→ Aim of the task
Only the lines with the string "graph" are needed; return each of them from the entries below.
# # # # # # #
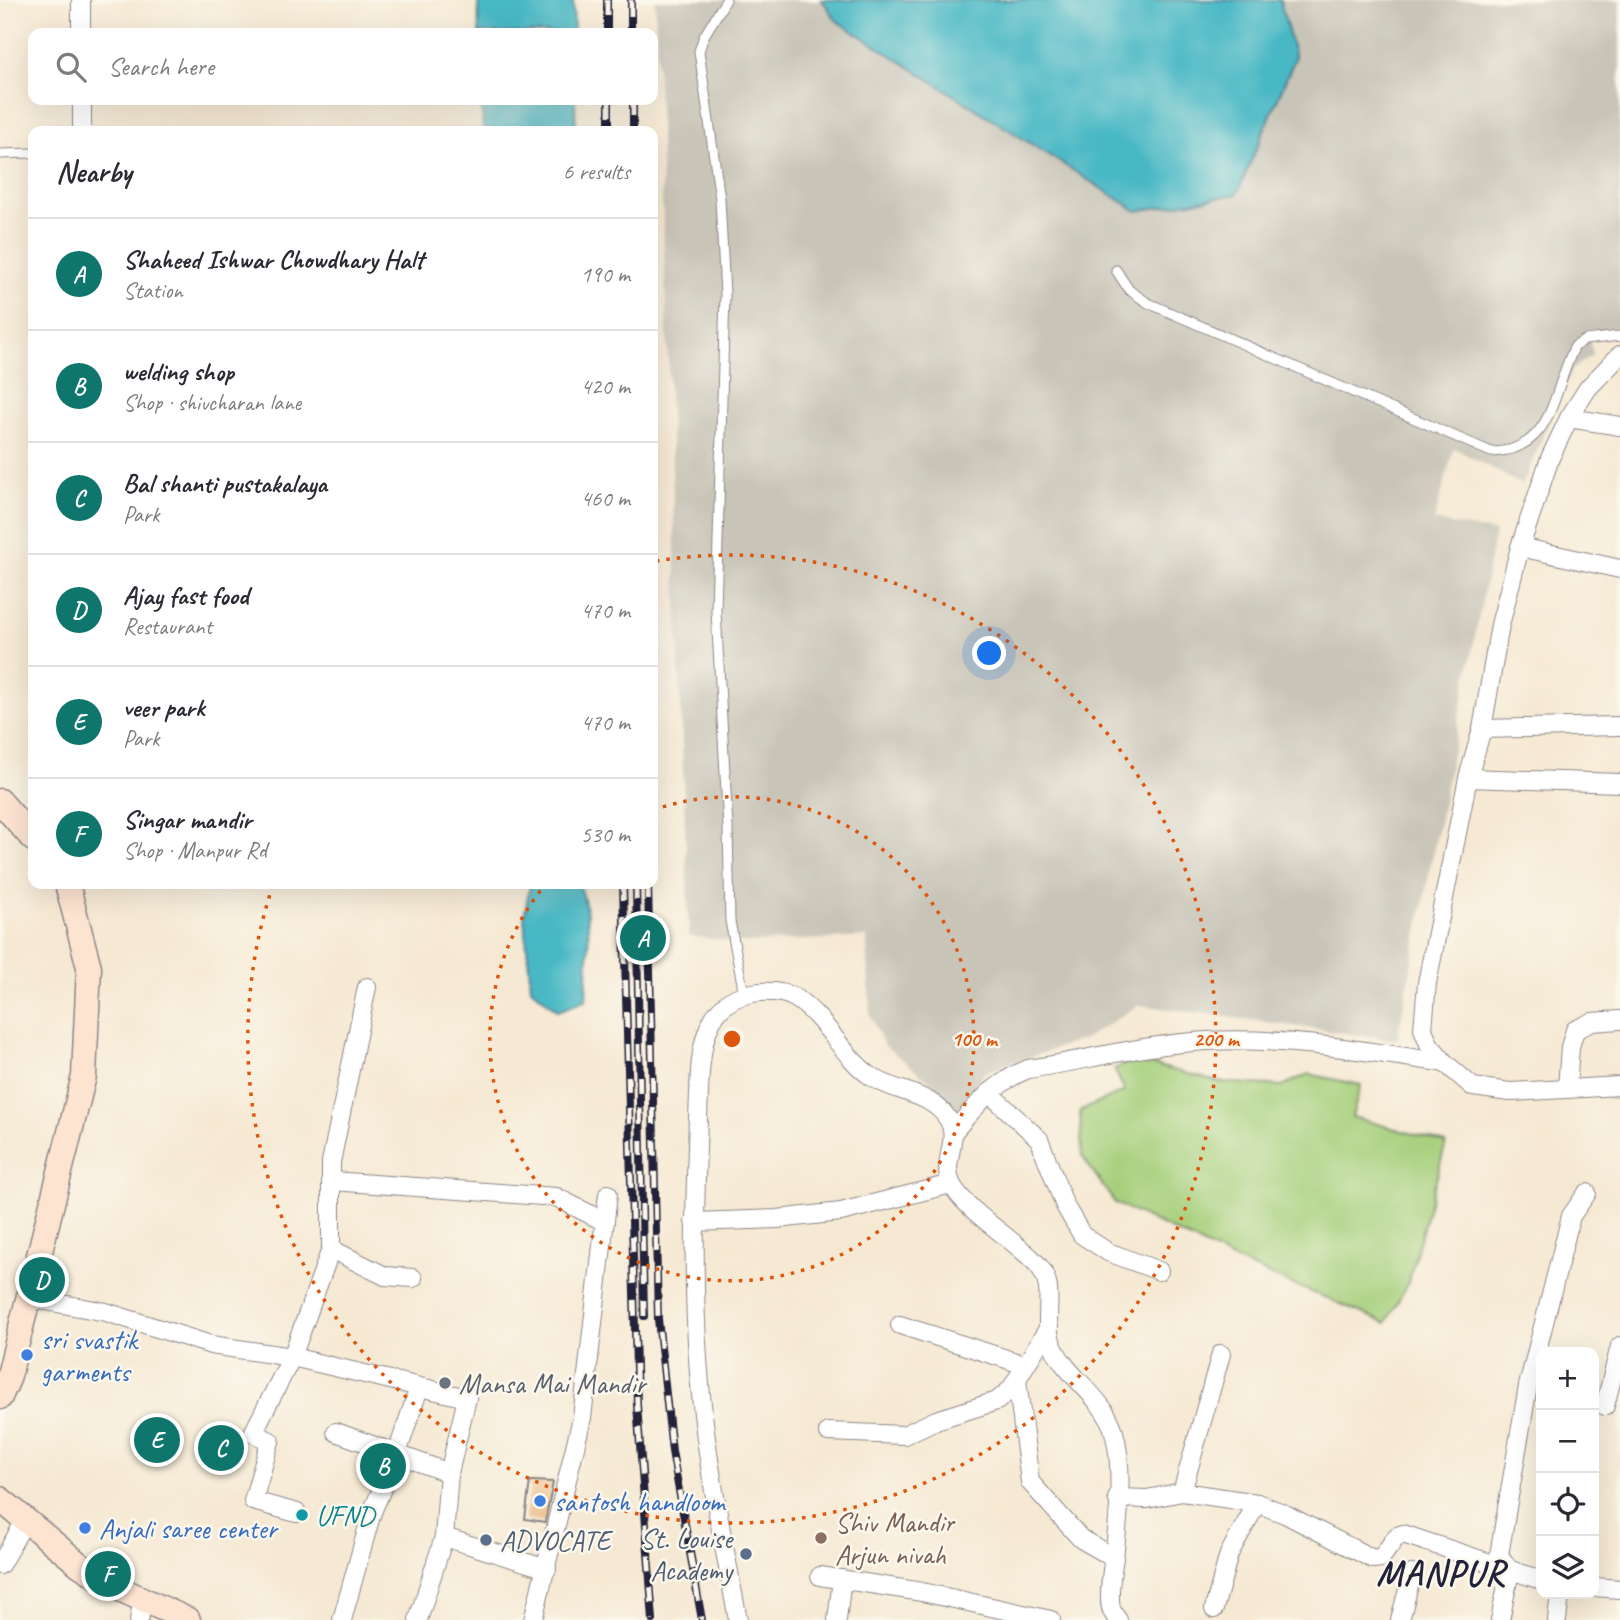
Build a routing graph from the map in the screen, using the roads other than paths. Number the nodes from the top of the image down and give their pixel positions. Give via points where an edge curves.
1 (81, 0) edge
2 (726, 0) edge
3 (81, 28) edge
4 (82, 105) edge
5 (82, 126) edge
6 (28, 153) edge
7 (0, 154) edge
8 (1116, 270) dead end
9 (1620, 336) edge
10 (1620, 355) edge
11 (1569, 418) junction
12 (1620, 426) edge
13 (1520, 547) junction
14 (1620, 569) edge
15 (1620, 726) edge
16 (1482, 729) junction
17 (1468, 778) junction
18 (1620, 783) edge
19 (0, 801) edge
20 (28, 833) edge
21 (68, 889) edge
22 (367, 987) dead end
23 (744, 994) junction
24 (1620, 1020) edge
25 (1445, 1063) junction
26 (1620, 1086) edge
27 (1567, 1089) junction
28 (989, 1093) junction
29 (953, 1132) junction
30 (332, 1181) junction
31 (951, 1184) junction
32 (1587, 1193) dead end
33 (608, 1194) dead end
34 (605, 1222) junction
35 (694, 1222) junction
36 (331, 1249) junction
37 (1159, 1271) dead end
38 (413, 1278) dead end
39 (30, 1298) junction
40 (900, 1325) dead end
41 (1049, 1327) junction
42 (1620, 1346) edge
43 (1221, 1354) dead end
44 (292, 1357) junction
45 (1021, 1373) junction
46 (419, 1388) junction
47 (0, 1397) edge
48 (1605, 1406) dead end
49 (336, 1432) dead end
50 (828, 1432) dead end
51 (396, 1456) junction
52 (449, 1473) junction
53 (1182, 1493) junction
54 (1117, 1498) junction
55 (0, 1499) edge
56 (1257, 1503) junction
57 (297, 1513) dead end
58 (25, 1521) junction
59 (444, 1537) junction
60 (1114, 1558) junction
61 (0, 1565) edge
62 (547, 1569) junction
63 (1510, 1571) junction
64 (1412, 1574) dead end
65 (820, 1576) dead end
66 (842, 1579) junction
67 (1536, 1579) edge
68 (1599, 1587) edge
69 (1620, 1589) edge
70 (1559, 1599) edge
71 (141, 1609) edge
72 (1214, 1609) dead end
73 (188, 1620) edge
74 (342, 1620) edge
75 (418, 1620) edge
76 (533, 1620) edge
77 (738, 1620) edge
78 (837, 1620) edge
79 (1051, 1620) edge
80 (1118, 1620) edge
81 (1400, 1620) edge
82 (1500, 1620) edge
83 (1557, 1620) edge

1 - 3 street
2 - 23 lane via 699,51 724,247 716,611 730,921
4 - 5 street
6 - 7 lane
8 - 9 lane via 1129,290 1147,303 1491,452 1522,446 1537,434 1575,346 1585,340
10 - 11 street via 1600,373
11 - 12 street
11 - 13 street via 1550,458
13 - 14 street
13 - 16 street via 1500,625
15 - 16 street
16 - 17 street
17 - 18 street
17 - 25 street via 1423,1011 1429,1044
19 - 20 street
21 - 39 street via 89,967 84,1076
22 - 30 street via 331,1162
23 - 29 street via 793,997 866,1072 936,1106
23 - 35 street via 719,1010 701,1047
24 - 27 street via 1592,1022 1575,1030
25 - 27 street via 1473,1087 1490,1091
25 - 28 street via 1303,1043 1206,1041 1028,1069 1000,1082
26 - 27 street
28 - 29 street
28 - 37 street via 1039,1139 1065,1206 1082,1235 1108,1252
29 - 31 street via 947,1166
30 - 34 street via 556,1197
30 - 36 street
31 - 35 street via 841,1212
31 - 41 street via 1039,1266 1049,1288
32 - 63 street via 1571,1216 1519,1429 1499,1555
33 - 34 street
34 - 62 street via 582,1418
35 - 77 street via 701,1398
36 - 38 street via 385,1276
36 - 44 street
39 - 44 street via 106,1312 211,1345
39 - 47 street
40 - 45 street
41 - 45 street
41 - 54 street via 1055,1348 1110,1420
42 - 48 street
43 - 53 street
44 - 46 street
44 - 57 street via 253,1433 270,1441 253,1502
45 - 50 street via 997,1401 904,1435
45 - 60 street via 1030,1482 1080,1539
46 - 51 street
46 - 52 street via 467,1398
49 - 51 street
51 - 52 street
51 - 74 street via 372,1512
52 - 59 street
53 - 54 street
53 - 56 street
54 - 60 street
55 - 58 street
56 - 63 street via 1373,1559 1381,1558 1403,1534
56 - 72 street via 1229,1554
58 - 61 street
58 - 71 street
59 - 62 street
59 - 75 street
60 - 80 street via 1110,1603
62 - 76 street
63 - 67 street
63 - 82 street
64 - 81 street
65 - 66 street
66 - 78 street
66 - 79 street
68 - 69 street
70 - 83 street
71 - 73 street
# # # # # # #
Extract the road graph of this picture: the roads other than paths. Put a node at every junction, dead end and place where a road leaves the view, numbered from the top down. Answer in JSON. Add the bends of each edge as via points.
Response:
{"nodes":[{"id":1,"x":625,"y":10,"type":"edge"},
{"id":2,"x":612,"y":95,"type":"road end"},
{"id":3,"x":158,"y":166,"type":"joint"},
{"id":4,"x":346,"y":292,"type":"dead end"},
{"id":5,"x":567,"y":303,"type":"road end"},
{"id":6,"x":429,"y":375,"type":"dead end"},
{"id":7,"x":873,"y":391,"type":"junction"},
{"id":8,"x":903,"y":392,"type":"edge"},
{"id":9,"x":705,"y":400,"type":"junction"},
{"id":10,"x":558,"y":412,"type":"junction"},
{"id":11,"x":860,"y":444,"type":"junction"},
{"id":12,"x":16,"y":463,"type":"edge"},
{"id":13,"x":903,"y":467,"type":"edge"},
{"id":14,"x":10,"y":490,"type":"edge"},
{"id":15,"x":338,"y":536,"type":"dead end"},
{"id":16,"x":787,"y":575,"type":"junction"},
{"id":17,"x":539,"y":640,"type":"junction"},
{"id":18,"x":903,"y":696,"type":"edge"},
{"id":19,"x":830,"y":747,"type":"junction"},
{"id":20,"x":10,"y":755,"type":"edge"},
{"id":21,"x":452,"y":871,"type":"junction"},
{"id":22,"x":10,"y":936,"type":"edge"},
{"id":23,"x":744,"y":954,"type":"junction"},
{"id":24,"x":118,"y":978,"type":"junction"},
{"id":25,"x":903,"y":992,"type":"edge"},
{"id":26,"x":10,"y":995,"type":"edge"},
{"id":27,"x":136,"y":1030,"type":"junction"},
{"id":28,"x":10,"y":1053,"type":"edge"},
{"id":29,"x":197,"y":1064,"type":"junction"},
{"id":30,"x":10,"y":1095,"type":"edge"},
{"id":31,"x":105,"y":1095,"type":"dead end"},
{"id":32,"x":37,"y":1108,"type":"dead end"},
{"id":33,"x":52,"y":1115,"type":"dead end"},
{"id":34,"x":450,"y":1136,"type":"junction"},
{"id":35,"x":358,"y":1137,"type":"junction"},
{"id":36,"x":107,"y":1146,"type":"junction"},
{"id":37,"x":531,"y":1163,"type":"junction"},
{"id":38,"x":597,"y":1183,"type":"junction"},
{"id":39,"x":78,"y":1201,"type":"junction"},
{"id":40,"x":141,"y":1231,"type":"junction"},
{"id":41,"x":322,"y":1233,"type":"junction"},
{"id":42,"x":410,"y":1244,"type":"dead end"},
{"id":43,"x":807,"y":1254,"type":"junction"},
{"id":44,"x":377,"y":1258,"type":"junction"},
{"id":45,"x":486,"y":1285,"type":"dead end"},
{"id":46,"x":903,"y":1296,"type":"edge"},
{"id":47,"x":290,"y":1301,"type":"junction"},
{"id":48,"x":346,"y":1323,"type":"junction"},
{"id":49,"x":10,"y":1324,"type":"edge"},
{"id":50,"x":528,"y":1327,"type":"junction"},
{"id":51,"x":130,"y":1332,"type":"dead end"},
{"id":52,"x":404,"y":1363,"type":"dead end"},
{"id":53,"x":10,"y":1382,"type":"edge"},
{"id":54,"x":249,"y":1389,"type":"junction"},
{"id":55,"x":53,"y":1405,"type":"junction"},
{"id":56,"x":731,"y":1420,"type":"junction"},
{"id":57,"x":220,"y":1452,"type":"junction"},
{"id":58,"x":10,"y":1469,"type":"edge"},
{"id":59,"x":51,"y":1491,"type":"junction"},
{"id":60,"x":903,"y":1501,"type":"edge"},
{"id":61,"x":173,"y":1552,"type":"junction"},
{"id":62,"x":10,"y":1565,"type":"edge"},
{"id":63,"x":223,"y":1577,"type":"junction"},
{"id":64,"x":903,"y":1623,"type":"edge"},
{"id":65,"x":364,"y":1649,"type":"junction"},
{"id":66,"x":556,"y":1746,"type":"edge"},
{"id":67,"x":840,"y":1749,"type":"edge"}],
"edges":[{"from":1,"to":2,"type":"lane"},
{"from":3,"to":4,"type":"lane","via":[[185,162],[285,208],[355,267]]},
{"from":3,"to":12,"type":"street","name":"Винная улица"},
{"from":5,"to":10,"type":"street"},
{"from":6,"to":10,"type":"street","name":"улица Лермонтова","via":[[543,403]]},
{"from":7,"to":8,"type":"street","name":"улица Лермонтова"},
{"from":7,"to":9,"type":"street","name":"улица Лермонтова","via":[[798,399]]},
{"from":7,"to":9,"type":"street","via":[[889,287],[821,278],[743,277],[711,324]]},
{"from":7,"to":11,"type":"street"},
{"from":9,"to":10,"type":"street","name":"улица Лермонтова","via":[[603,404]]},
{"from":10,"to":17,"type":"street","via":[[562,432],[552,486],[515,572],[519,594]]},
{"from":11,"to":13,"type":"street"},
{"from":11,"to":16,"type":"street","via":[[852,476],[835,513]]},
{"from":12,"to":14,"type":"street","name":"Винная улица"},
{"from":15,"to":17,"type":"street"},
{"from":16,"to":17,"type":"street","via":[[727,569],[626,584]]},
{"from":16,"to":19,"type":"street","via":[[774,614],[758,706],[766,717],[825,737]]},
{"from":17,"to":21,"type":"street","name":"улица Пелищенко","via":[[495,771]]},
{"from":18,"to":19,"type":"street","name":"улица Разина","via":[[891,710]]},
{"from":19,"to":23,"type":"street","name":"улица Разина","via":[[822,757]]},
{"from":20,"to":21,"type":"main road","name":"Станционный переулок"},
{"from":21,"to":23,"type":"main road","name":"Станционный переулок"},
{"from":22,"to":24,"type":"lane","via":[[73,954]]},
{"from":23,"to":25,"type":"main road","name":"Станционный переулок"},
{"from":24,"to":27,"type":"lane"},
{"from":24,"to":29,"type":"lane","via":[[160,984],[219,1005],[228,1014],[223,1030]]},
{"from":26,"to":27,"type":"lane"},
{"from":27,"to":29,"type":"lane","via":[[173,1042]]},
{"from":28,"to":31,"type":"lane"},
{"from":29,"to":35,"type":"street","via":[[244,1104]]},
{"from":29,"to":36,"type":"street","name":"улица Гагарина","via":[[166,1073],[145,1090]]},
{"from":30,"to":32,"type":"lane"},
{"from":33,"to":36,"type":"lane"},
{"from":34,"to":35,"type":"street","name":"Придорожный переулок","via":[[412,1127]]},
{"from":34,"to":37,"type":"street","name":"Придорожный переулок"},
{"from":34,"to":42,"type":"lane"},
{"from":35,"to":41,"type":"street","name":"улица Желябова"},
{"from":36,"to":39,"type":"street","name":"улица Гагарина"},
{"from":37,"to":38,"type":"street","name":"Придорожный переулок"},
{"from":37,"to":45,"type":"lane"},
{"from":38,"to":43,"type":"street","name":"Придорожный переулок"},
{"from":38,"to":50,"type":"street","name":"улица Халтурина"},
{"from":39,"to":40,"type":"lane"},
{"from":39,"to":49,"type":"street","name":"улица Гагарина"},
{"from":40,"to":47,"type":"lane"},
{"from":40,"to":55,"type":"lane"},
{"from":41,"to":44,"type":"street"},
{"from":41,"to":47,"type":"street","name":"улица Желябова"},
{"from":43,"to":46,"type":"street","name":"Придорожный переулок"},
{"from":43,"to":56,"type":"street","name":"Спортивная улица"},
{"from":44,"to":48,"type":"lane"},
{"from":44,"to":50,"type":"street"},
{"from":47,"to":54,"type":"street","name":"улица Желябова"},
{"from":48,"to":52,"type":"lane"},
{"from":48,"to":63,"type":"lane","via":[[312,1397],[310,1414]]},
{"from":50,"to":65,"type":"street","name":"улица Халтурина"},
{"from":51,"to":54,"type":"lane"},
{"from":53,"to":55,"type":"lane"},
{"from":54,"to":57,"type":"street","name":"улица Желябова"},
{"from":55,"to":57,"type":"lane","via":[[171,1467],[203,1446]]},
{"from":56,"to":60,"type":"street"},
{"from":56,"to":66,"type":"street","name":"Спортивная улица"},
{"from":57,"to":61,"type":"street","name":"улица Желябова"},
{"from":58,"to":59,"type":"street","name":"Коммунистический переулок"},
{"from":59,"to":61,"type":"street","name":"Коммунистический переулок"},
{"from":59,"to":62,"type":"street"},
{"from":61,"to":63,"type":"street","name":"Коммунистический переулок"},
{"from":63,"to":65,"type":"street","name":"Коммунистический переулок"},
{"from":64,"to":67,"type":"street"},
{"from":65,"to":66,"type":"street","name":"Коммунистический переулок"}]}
# # # # # # #
→ Your response
Build a routing graph from the map in the screen, using the roads other than paths. Number the nodes from the top of the image down and give their pixel positions. Give via points where an edge curves.
Extract the road graph of this picture: the roads other than paths. Put a node at every junction, dead end and place where a road leaves the view, numbered from the top down. Answer in JSON. Add the bends of each edge as via points.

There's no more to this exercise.